_Collected data_
########
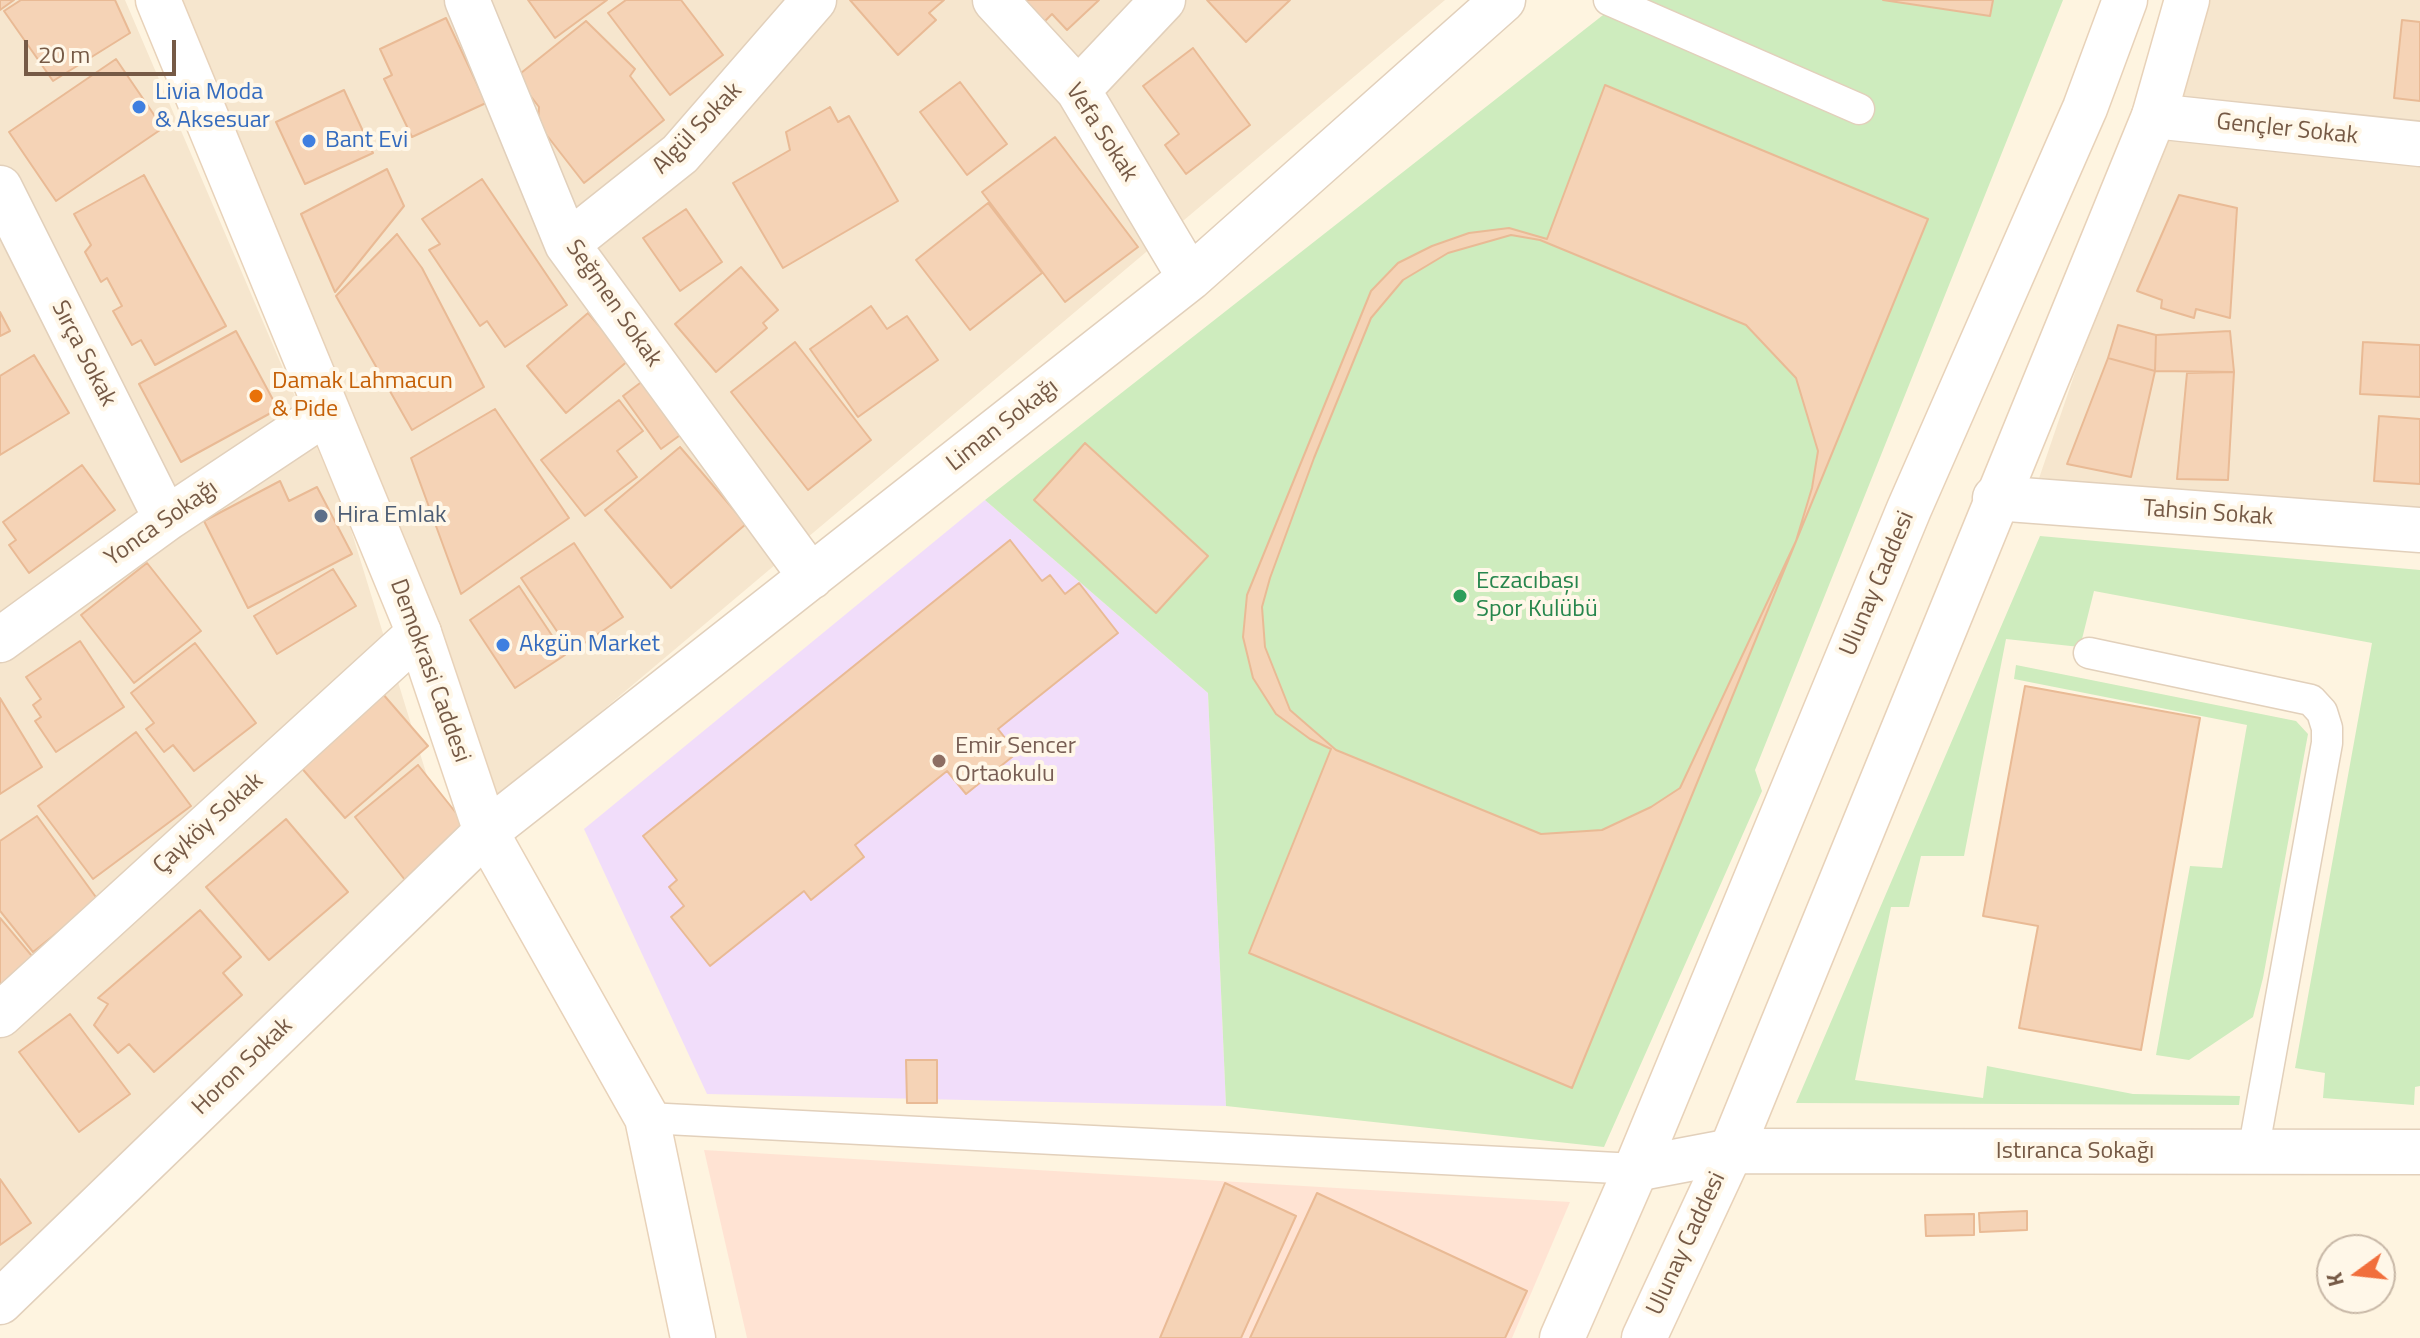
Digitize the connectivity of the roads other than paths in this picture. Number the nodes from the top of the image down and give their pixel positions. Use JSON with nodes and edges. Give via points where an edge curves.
{"nodes":[{"id":1,"x":158,"y":0,"type":"edge"},
{"id":2,"x":467,"y":0,"type":"edge"},
{"id":3,"x":814,"y":0,"type":"edge"},
{"id":4,"x":995,"y":0,"type":"edge"},
{"id":5,"x":1163,"y":0,"type":"edge"},
{"id":6,"x":1503,"y":0,"type":"edge"},
{"id":7,"x":1609,"y":0,"type":"edge"},
{"id":8,"x":2125,"y":0,"type":"edge"},
{"id":9,"x":2187,"y":0,"type":"edge"},
{"id":10,"x":1078,"y":90,"type":"junction"},
{"id":11,"x":1859,"y":109,"type":"dead end"},
{"id":12,"x":2154,"y":116,"type":"junction"},
{"id":13,"x":2420,"y":144,"type":"edge"},
{"id":14,"x":0,"y":188,"type":"edge"},
{"id":15,"x":567,"y":244,"type":"junction"},
{"id":16,"x":1190,"y":278,"type":"junction"},
{"id":17,"x":327,"y":412,"type":"junction"},
{"id":18,"x":1995,"y":498,"type":"junction"},
{"id":19,"x":166,"y":519,"type":"junction"},
{"id":20,"x":2420,"y":530,"type":"edge"},
{"id":21,"x":811,"y":577,"type":"junction"},
{"id":22,"x":419,"y":633,"type":"junction"},
{"id":23,"x":0,"y":640,"type":"edge"},
{"id":24,"x":2089,"y":653,"type":"dead end"},
{"id":25,"x":486,"y":832,"type":"junction"},
{"id":26,"x":0,"y":1015,"type":"edge"},
{"id":27,"x":647,"y":1118,"type":"junction"},
{"id":28,"x":1731,"y":1151,"type":"junction"},
{"id":29,"x":2253,"y":1152,"type":"junction"},
{"id":30,"x":2420,"y":1152,"type":"edge"},
{"id":31,"x":1636,"y":1169,"type":"junction"},
{"id":32,"x":0,"y":1302,"type":"edge"},
{"id":33,"x":693,"y":1338,"type":"edge"},
{"id":34,"x":1562,"y":1338,"type":"edge"},
{"id":35,"x":1644,"y":1338,"type":"edge"}],
"edges":[{"from":1,"to":17,"type":"street","name":"Demokrasi Caddesi"},
{"from":2,"to":15,"type":"street","name":"Seğmen Sokak"},
{"from":3,"to":15,"type":"street","name":"Algül Sokak","via":[[680,154]]},
{"from":4,"to":10,"type":"street","name":"Vefa Sokak"},
{"from":5,"to":10,"type":"street"},
{"from":6,"to":16,"type":"street","name":"Liman Sokağı"},
{"from":7,"to":11,"type":"lane"},
{"from":8,"to":31,"type":"street","name":"Ulunay Caddesi","via":[[2085,108],[1909,509]]},
{"from":9,"to":12,"type":"street","name":"Ulunay Caddesi"},
{"from":10,"to":16,"type":"street","name":"Vefa Sokak"},
{"from":12,"to":13,"type":"street","name":"Gençler Sokak"},
{"from":12,"to":18,"type":"street","name":"Ulunay Caddesi"},
{"from":14,"to":19,"type":"street","name":"Sırça Sokak"},
{"from":15,"to":21,"type":"street","name":"Seğmen Sokak"},
{"from":16,"to":21,"type":"street","name":"Liman Sokağı"},
{"from":17,"to":19,"type":"street","name":"Yonca Sokağı"},
{"from":17,"to":22,"type":"street","name":"Demokrasi Caddesi"},
{"from":18,"to":20,"type":"street","name":"Tahsin Sokak"},
{"from":18,"to":28,"type":"street","name":"Ulunay Caddesi"},
{"from":19,"to":23,"type":"street","name":"Yonca Sokağı"},
{"from":21,"to":25,"type":"street","name":"Liman Sokağı"},
{"from":22,"to":25,"type":"street","name":"Demokrasi Caddesi"},
{"from":22,"to":26,"type":"street","name":"Çayköy Sokak"},
{"from":24,"to":29,"type":"lane","via":[[2311,700],[2322,712],[2327,743]]},
{"from":25,"to":27,"type":"street","name":"Demokrasi Caddesi"},
{"from":25,"to":32,"type":"street","name":"Horon Sokak"},
{"from":27,"to":31,"type":"lane"},
{"from":27,"to":33,"type":"street","name":"Demokrasi Caddesi"},
{"from":28,"to":29,"type":"street","name":"Istıranca Sokağı"},
{"from":28,"to":31,"type":"street","name":"Ulunay Caddesi"},
{"from":28,"to":35,"type":"street","name":"Ulunay Caddesi"},
{"from":29,"to":30,"type":"street","name":"Istıranca Sokağı"},
{"from":31,"to":34,"type":"street","name":"Ulunay Caddesi"}]}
########
_Problem to solve_
The answer must be every line from the records above that contains the word "Vefa", copied out.

_Exercise output_
{"from":4,"to":10,"type":"street","name":"Vefa Sokak"},
{"from":10,"to":16,"type":"street","name":"Vefa Sokak"},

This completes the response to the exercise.